En ce qui concerne leur nature, les gaz et pétroles conventionnels
et non conventionnels sont exactement identiques. La différence réside
dans le mode d’extraction.
12. La fracturation hydraulique provoque des fissures dans les
formations rocheuses, ce qui stimule le débit de gaz naturel ou
de pétrole, afin d’augmenter les volumes pouvant être extraits.

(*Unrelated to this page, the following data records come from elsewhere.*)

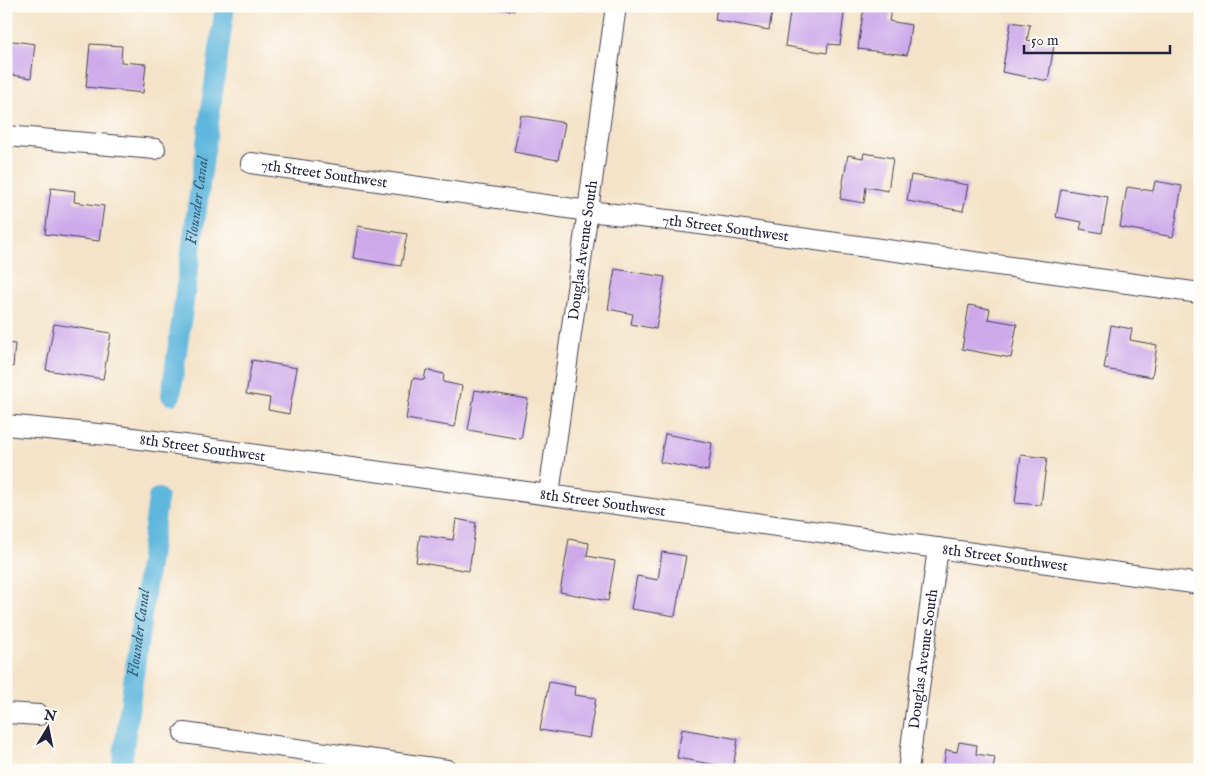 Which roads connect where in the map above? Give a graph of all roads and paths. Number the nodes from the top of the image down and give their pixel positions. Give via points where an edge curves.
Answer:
1 (616, 6) edge
2 (6, 136) edge
3 (154, 149) dead end
4 (251, 163) dead end
5 (588, 211) junction
6 (1200, 293) edge
7 (6, 425) edge
8 (549, 494) junction
9 (938, 548) junction
10 (1200, 584) edge
11 (6, 713) edge
12 (39, 715) dead end
13 (184, 733) dead end
14 (447, 770) edge
15 (908, 770) edge

1 - 5 street, Douglas Avenue South
2 - 3 street
4 - 5 street, 7th Street Southwest
5 - 6 street, 7th Street Southwest
5 - 8 street, Douglas Avenue South
7 - 8 street, 8th Street Southwest via 118,436
8 - 9 street, 8th Street Southwest
9 - 10 street, 8th Street Southwest
9 - 15 street, Douglas Avenue South
11 - 12 street
13 - 14 street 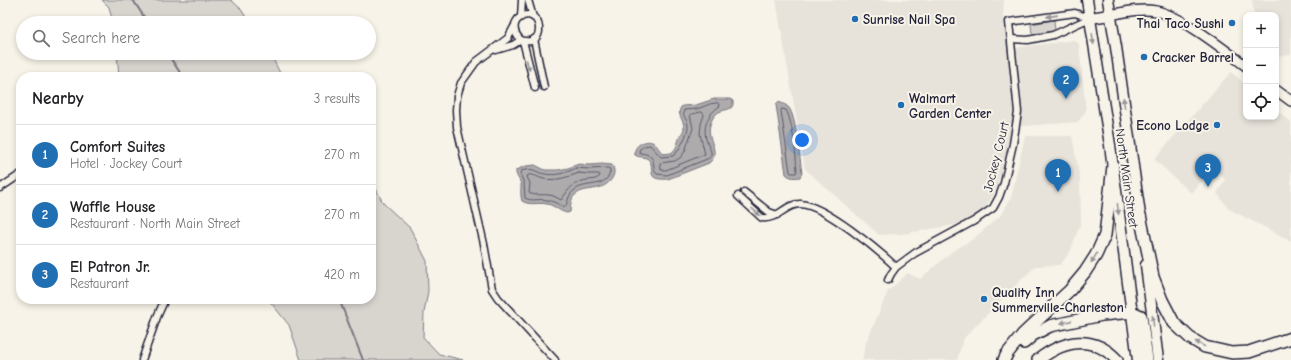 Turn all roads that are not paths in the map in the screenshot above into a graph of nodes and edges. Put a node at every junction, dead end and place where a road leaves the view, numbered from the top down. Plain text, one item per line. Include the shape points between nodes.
1 (522, 0) edge
2 (528, 0) edge
3 (1087, 0) edge
4 (1108, 0) edge
5 (1110, 15) junction
6 (534, 17) junction
7 (1090, 18) junction
8 (517, 20) junction
9 (514, 27) junction
10 (534, 39) junction
11 (1010, 39) junction
12 (522, 40) junction
13 (489, 53) junction
14 (1243, 64) edge
15 (544, 87) dead end
16 (535, 88) dead end
17 (1279, 92) edge
18 (1291, 102) edge
19 (1113, 166) junction
20 (16, 177) edge
21 (0, 188) edge
22 (744, 192) dead end
23 (738, 196) dead end
24 (777, 215) junction
25 (1140, 215) junction
26 (896, 267) junction
27 (888, 280) dead end
28 (163, 304) edge
29 (1132, 312) junction
30 (1291, 338) edge
31 (142, 360) edge
32 (555, 360) edge
33 (1004, 360) edge
34 (1009, 360) edge
35 (1038, 360) edge
36 (1117, 360) edge
37 (1138, 360) edge
38 (1147, 360) edge
39 (1158, 360) edge

1 - 8 street via 521,17
2 - 6 street
3 - 7 main road, North Main Street
4 - 5 main road, North Main Street
5 - 7 main road
5 - 14 main road via 1155,10 1185,22
25 -> 5 main road, North Main Street
6 - 8 street via 525,16
6 - 10 street via 540,27
7 - 11 street via 1053,36 1028,40
7 -> 11 street, Jockey Court via 1075,13 1009,22
7 -> 19 main road, North Main Street
8 - 9 street
9 - 12 street via 517,37
9 - 13 street via 508,38
10 - 12 street
10 - 15 street
11 - 26 street, Jockey Court via 1018,112 1006,177 999,197 993,208 974,221 914,253
12 - 13 street
12 -> 16 street
13 - 32 street via 476,62 461,83 457,96 457,127 492,288 498,298
17 - 18 main road
19 -> 29 main road, North Main Street
19 -> 33 highway via 1105,235 1096,255 1070,290 1023,334
20 - 21 street
22 - 24 street via 768,212
23 -> 24 street via 762,218
24 - 26 street via 793,205 812,207 852,231
30 -> 25 highway via 1250,352 1232,353 1205,347 1190,338 1174,323 1162,300 1153,277
39 -> 25 main road, North Main Street
26 - 27 street, Jockey Court
28 - 31 street
29 -> 34 highway via 1102,315 1050,326 1032,335
29 - 37 main road, North Main Street
29 - 38 highway via 1141,316
35 - 36 highway via 1068,343 1090,343 1110,353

Les puits peuvent être creusés verticalement sur plusieurs centaines,
voire milliers, de mètres de profondeur sous la surface du sol et
peuvent comprendre des sections horizontales ou obliques de plusieurs
milliers de mètres de longueur. Des fractures sont créées en envoyant
une grande quantité de fluide sous haute pression dans un puits
de forage à l’intérieur de la formation rocheuse visée. Le liquide
utilisé pour la fracturation hydraulique est en général composé
d’eau, d’agents de soutènement et d’additifs chimiques qui ouvrent
et élargissent des brèches dans la formation rocheuse. Les agents
de soutènement – du sable, des billes de céramique et d’autres petites particules
incompressibles – maintiennent ouvertes les fissures ainsi créées.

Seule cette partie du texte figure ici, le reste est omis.